» **LISTED RECORDS**
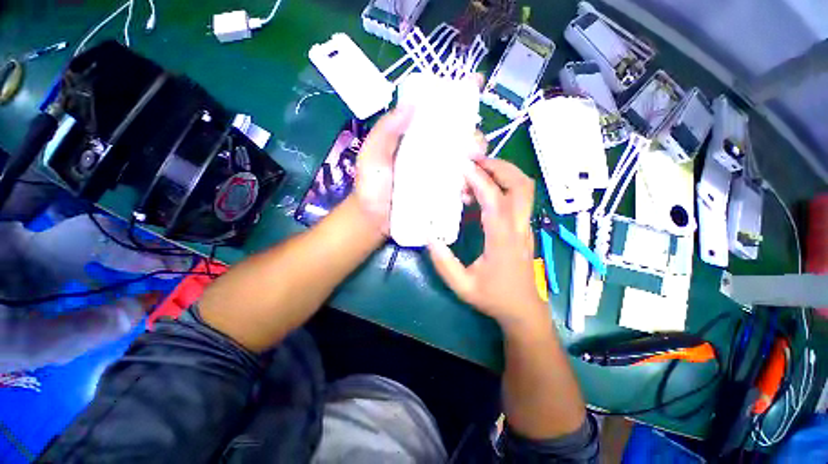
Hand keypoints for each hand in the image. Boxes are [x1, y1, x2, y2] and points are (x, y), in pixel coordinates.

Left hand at [352, 105, 486, 236]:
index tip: (476, 87)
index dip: (458, 101)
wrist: (374, 220)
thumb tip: (410, 105)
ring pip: (466, 163)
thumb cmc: (371, 186)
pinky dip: (469, 188)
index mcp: (417, 139)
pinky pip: (461, 187)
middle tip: (473, 150)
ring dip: (476, 165)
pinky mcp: (442, 195)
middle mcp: (431, 154)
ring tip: (471, 174)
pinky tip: (466, 194)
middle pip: (460, 139)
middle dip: (474, 139)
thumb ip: (386, 130)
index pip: (439, 116)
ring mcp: (439, 176)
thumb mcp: (372, 155)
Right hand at [428, 159, 548, 331]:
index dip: (480, 180)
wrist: (524, 310)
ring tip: (476, 171)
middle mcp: (518, 228)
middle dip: (499, 166)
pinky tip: (479, 194)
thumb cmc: (494, 298)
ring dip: (503, 173)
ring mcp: (524, 227)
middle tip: (474, 160)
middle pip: (521, 185)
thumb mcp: (463, 286)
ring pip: (524, 189)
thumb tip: (429, 236)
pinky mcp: (522, 228)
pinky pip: (517, 199)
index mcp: (503, 241)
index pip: (495, 201)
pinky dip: (501, 186)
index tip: (463, 166)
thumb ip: (444, 263)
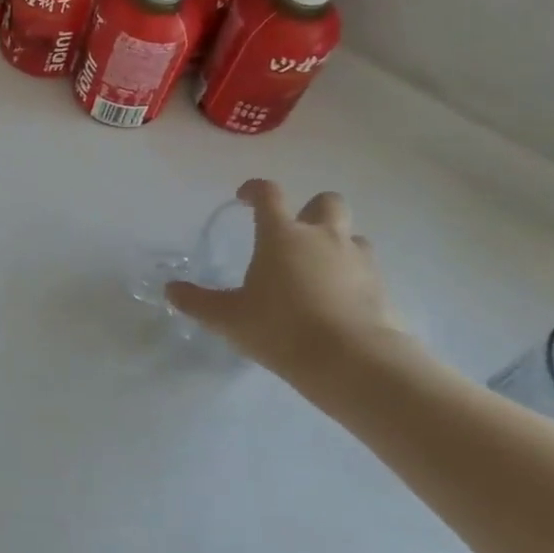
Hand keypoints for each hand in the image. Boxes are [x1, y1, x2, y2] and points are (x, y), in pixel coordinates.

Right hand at [166, 180, 401, 378]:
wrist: (355, 362)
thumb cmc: (281, 328)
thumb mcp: (228, 318)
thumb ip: (197, 302)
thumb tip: (171, 290)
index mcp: (282, 235)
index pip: (269, 194)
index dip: (255, 190)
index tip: (244, 198)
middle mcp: (322, 237)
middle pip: (326, 202)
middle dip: (311, 210)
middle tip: (293, 233)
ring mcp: (358, 261)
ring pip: (352, 235)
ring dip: (336, 243)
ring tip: (318, 270)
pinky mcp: (382, 288)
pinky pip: (367, 270)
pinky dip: (353, 277)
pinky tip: (337, 302)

» **EXERCISE DETAILS**
Locate "middle tip: (293, 233)" in the data above. Then repeat, exactly, its line and each line after it through the last, adding nothing.

» **RESPONSE BELOW**
middle tip: (293, 233)
ring mcp: (358, 261)
ring pip: (352, 235)
ring dip: (336, 243)
ring tip: (318, 270)
pinky mcp: (382, 288)
pinky pip: (367, 270)
pinky dip: (353, 277)
pinky tip: (337, 302)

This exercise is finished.